[AVAILABLE DATA — start]
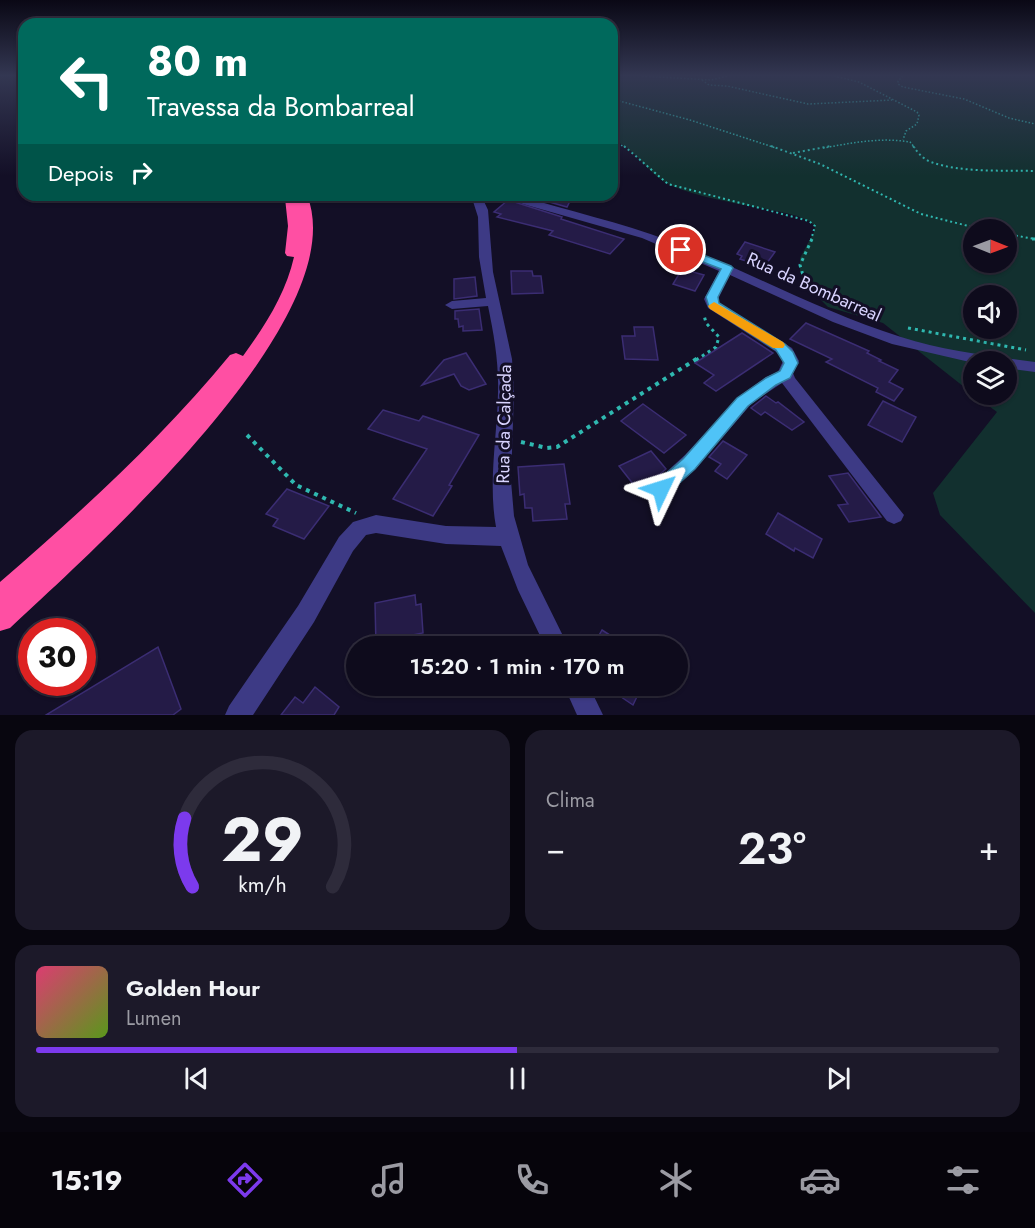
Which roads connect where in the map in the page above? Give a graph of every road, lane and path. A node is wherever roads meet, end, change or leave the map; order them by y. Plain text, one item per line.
1 (651, 109) edge
2 (912, 109) edge
3 (989, 109) edge
4 (1035, 124) edge
5 (903, 140) junction
6 (618, 143) edge
7 (792, 153) junction
8 (1035, 171) edge
9 (292, 201) edge
10 (302, 201) edge
11 (479, 201) edge
12 (525, 201) edge
13 (963, 225) edge
14 (1017, 236) edge
15 (1035, 239) edge
16 (727, 268) junction
17 (820, 299) dead end
18 (493, 301) junction
19 (712, 303) junction
20 (452, 305) dead end
21 (902, 327) dead end
22 (1035, 352) edge
23 (963, 355) edge
24 (240, 364) junction
25 (1017, 365) edge
26 (1035, 367) edge
27 (785, 375) junction
28 (248, 435) dead end
29 (505, 437) junction
30 (661, 489) dead end
31 (894, 515) dead end
32 (384, 525) junction
33 (508, 537) junction
34 (0, 599) edge
35 (0, 618) edge
36 (553, 636) edge
37 (581, 696) edge
38 (238, 715) edge
39 (590, 715) edge

1 - 7 path
2 - 5 path
3 - 4 path
5 - 7 path
5 - 8 path
6 - 17 path
7 - 13 path
9 - 24 highway
10 - 24 highway
11 - 18 street, Rua da Calçada
12 - 16 street, Rua da Bombarreal
14 - 15 path
16 - 19 street
16 - 23 street, Rua da Bombarreal
18 - 20 street
18 - 29 street, Rua da Calçada
19 - 27 street
19 - 29 path
21 - 22 path
24 - 34 highway
24 - 35 highway
25 - 26 street
27 - 30 street
27 - 31 street
28 - 32 path
29 - 33 street, Rua da Calçada
32 - 33 street
32 - 38 street
33 - 36 street, Rua da Calçada
37 - 39 street

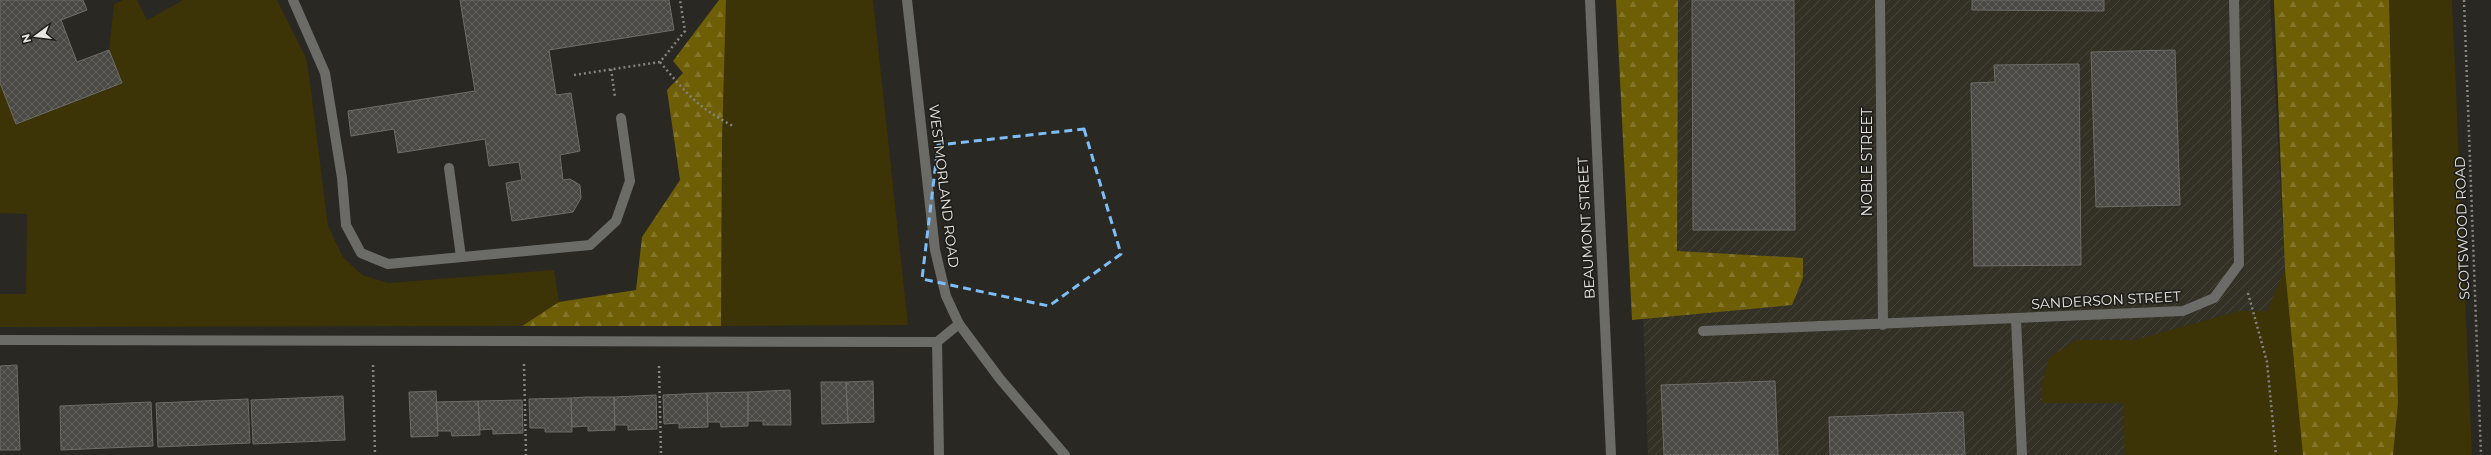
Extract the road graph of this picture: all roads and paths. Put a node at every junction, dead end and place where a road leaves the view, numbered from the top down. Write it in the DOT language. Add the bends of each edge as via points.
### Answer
graph roads {
  1 [pos="293,0"];
  2 [pos="680,0"];
  3 [pos="907,0"];
  4 [pos="1590,0"];
  5 [pos="1880,0"];
  6 [pos="2234,0"];
  7 [pos="2464,0"];
  8 [pos="660,62"];
  9 [pos="574,75"];
  10 [pos="621,118"];
  11 [pos="733,126"];
  12 [pos="449,168"];
  13 [pos="461,257"];
  14 [pos="2239,264"];
  15 [pos="2016,319"];
  16 [pos="959,324"];
  17 [pos="1883,325"];
  18 [pos="1703,331"];
  19 [pos="0,340"];
  20 [pos="372,340"];
  21 [pos="523,341"];
  22 [pos="658,341"];
  23 [pos="937,342"];
  24 [pos="375,455"];
  25 [pos="526,455"];
  26 [pos="661,455"];
  27 [pos="939,455"];
  28 [pos="1065,455"];
  29 [pos="1611,455"];
  30 [pos="2022,455"];
  31 [pos="2276,455"];
  32 [pos="2481,455"];
  1 -- 13 [label="street" via="325,73 342,178 346,225 361,253 388,264"];
  2 -- 8 [label="path" via="685,31"];
  3 -- 16 [label="street, WESTMORLAND ROAD" via="935,250 946,296"];
  4 -- 29 [label="street, BEAUMONT STREET"];
  5 -- 17 [label="street, NOBLE STREET"];
  6 -- 14 [label="street"];
  7 -- 32 [label="path, SCOTSWOOD ROAD"];
  8 -- 9 [label="path"];
  8 -- 11 [label="path" via="689,97 703,109"];
  10 -- 13 [label="street" via="630,181 616,221 590,245"];
  12 -- 13 [label="street"];
  14 -- 15 [label="street, SANDERSON STREET" via="2214,298 2183,311"];
  14 -- 31 [label="path" via="2267,362"];
  15 -- 17 [label="street, SANDERSON STREET"];
  15 -- 30 [label="street"];
  16 -- 23 [label="street"];
  16 -- 28 [label="street, WESTMORLAND ROAD" via="1000,379"];
  17 -- 18 [label="street, SANDERSON STREET"];
  19 -- 20 [label="street"];
  20 -- 21 [label="street"];
  20 -- 24 [label="path"];
  21 -- 22 [label="street"];
  21 -- 25 [label="path"];
  22 -- 23 [label="street"];
  22 -- 26 [label="path"];
  23 -- 27 [label="street"];
}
[AVAILABLE DATA — finish]
> WORK TO COMPLETE:
How many lines of the material above hold "Calçada"? Answer with that number alone.

> SOLUTION:
4